■ Problem to solve
Which of the lines below mention the word "view"? Pull each one out.

■ Supplied material
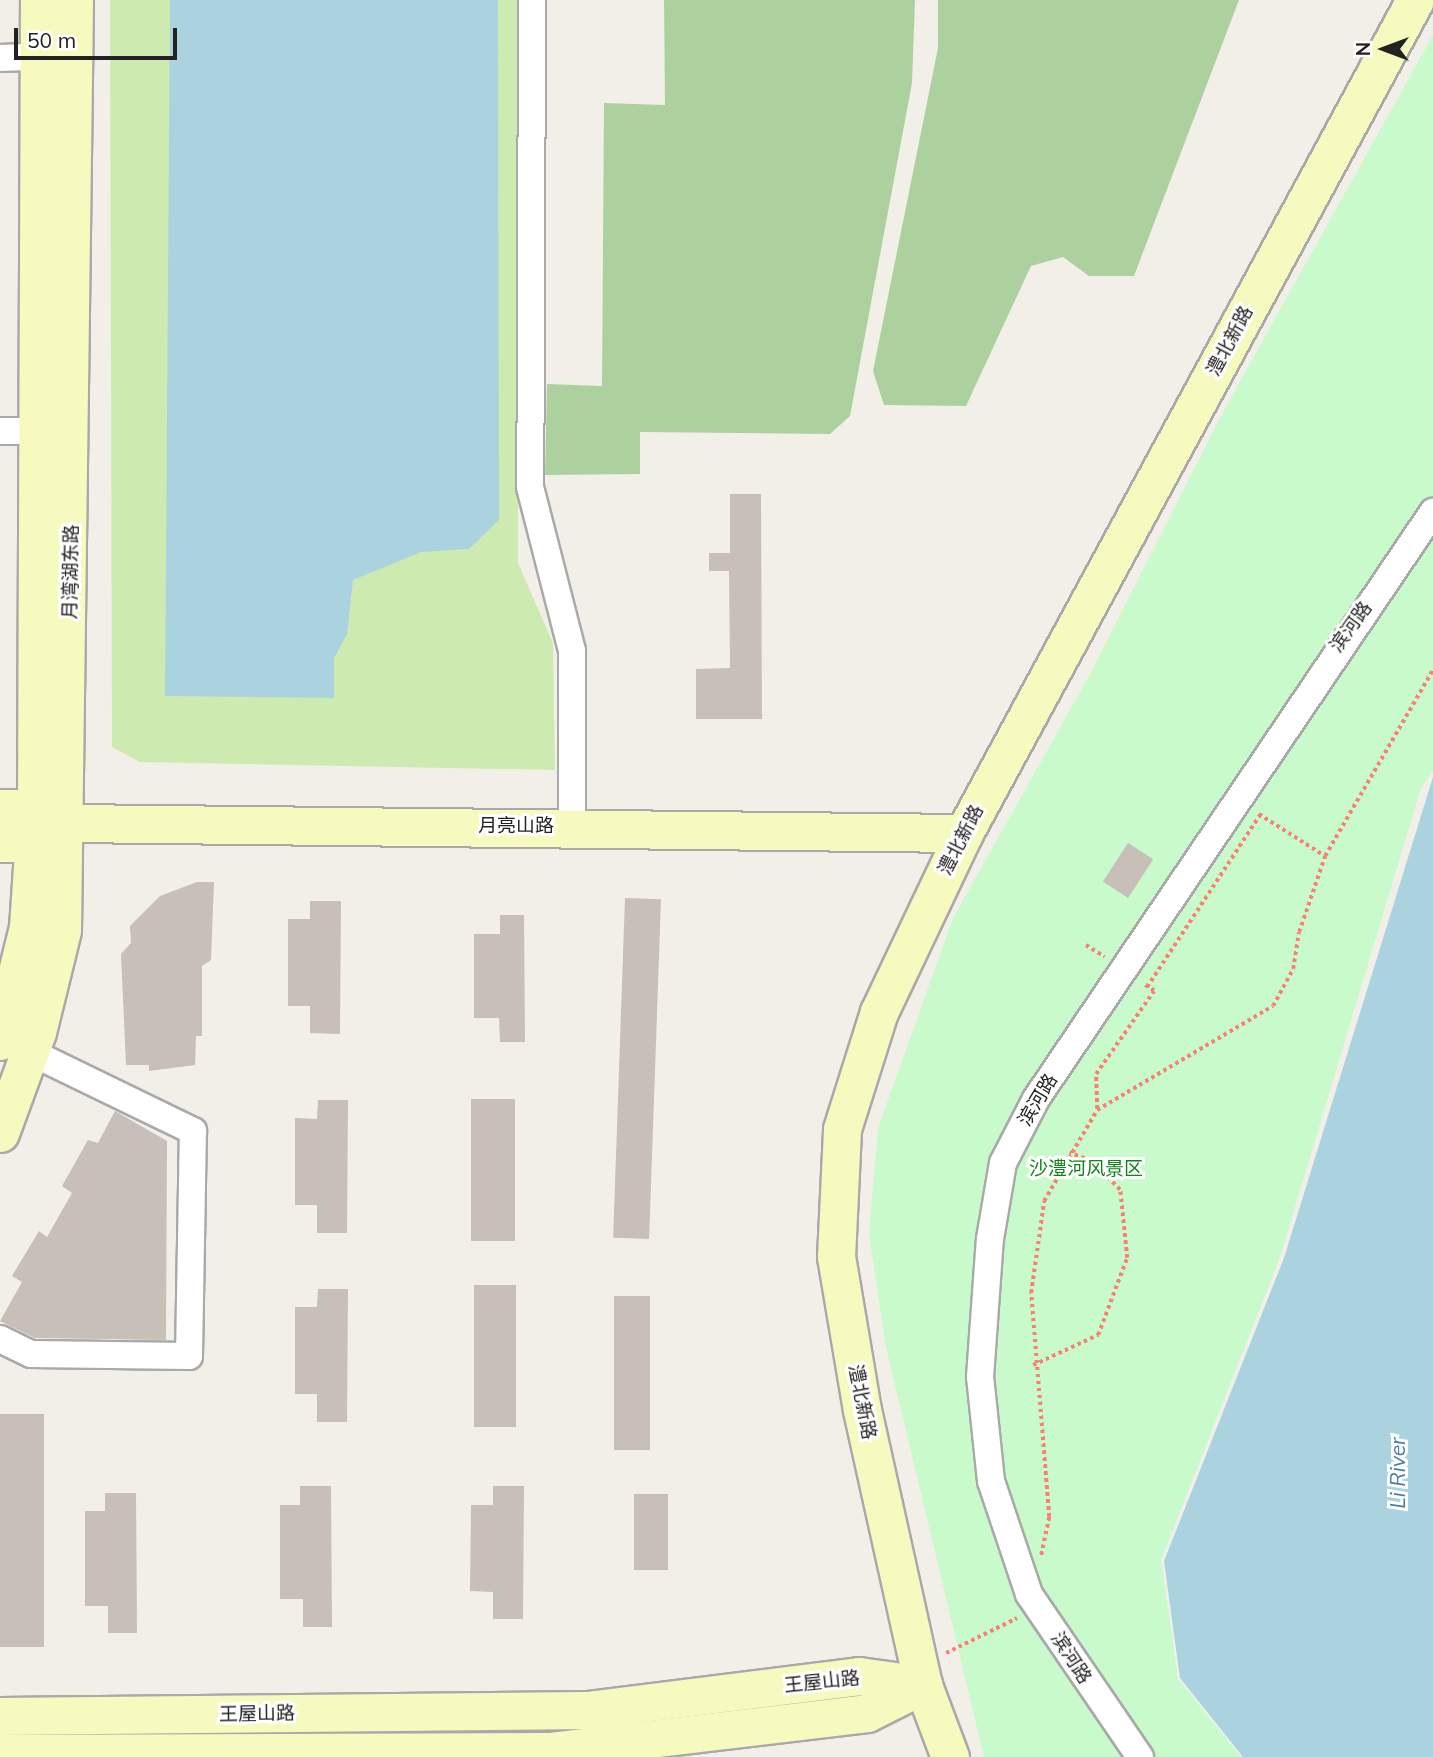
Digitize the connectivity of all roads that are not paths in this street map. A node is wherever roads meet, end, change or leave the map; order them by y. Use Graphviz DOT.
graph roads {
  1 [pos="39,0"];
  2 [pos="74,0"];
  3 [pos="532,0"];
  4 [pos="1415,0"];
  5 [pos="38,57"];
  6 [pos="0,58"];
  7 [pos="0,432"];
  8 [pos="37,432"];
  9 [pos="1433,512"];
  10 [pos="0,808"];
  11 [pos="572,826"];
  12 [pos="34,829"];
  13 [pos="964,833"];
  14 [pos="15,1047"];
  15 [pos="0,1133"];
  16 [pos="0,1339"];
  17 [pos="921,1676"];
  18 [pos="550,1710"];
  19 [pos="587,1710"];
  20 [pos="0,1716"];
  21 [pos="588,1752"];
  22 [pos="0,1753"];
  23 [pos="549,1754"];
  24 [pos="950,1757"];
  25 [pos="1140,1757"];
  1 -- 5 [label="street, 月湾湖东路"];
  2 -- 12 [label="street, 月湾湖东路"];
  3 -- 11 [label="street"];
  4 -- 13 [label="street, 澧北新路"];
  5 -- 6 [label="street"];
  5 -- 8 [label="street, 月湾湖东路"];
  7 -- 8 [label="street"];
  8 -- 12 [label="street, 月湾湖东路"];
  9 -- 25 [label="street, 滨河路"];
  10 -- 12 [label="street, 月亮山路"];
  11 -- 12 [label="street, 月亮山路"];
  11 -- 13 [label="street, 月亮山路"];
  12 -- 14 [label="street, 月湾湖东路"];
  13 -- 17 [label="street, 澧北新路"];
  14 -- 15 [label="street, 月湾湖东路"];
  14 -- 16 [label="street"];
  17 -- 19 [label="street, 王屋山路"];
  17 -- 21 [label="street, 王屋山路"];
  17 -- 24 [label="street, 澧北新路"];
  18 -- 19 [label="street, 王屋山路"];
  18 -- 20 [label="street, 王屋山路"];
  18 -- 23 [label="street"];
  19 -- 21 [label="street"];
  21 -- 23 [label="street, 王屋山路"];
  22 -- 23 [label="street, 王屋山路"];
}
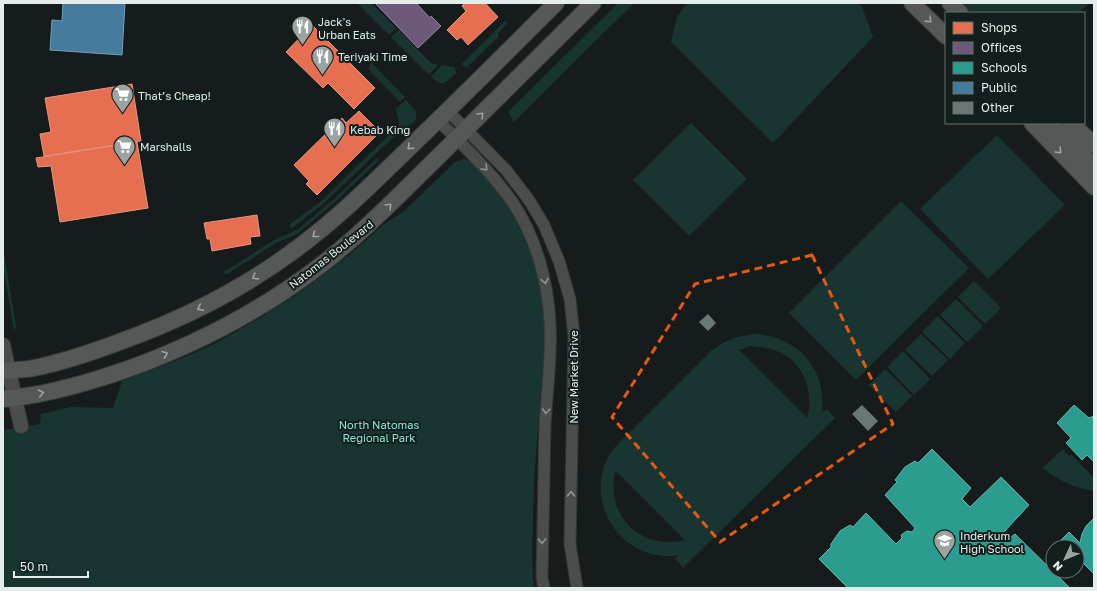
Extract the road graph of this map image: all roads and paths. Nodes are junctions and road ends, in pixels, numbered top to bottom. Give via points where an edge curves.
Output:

---

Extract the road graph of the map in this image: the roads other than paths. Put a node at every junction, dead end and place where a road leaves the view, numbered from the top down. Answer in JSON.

---

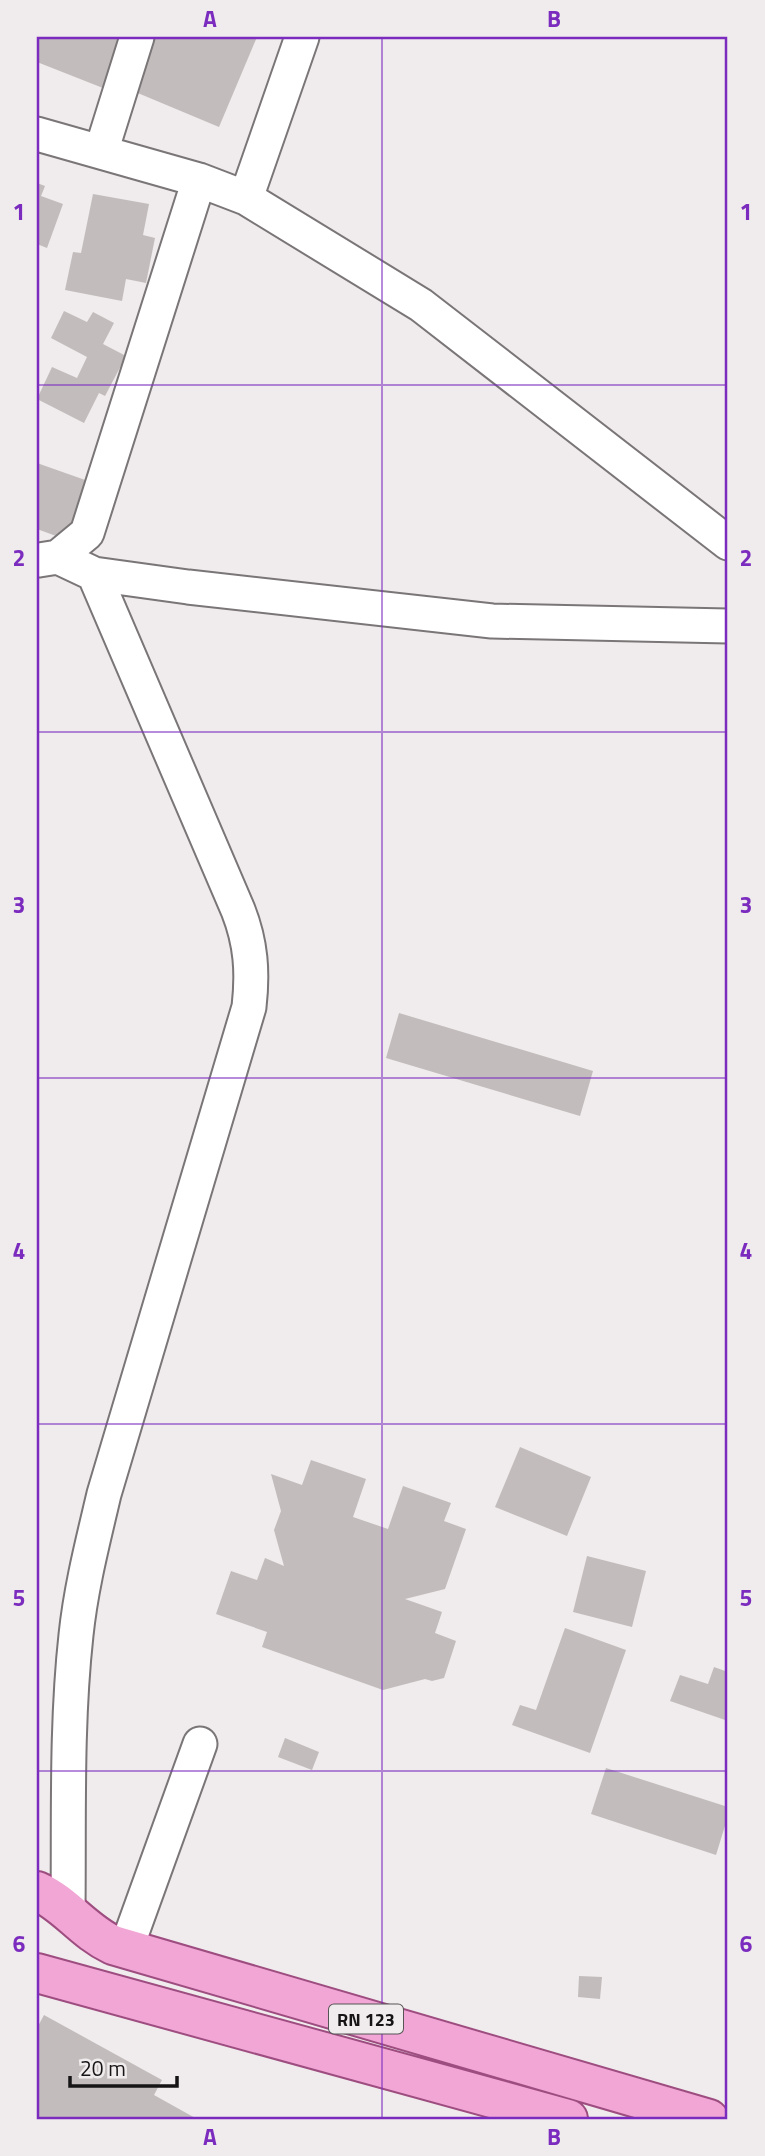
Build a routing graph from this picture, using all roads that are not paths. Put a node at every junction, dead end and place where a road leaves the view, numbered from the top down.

■ Reply to the task
Extract the road graph of the map in this image: the roads other than paths. Put a node at every junction, dead end and place where a road leaves the view, numbered from the top down. Answer in JSON.
Build a routing graph from this picture, using all roads that are not paths. Put a node at every junction, dead end and place where a road leaves the view, numbered from the top down.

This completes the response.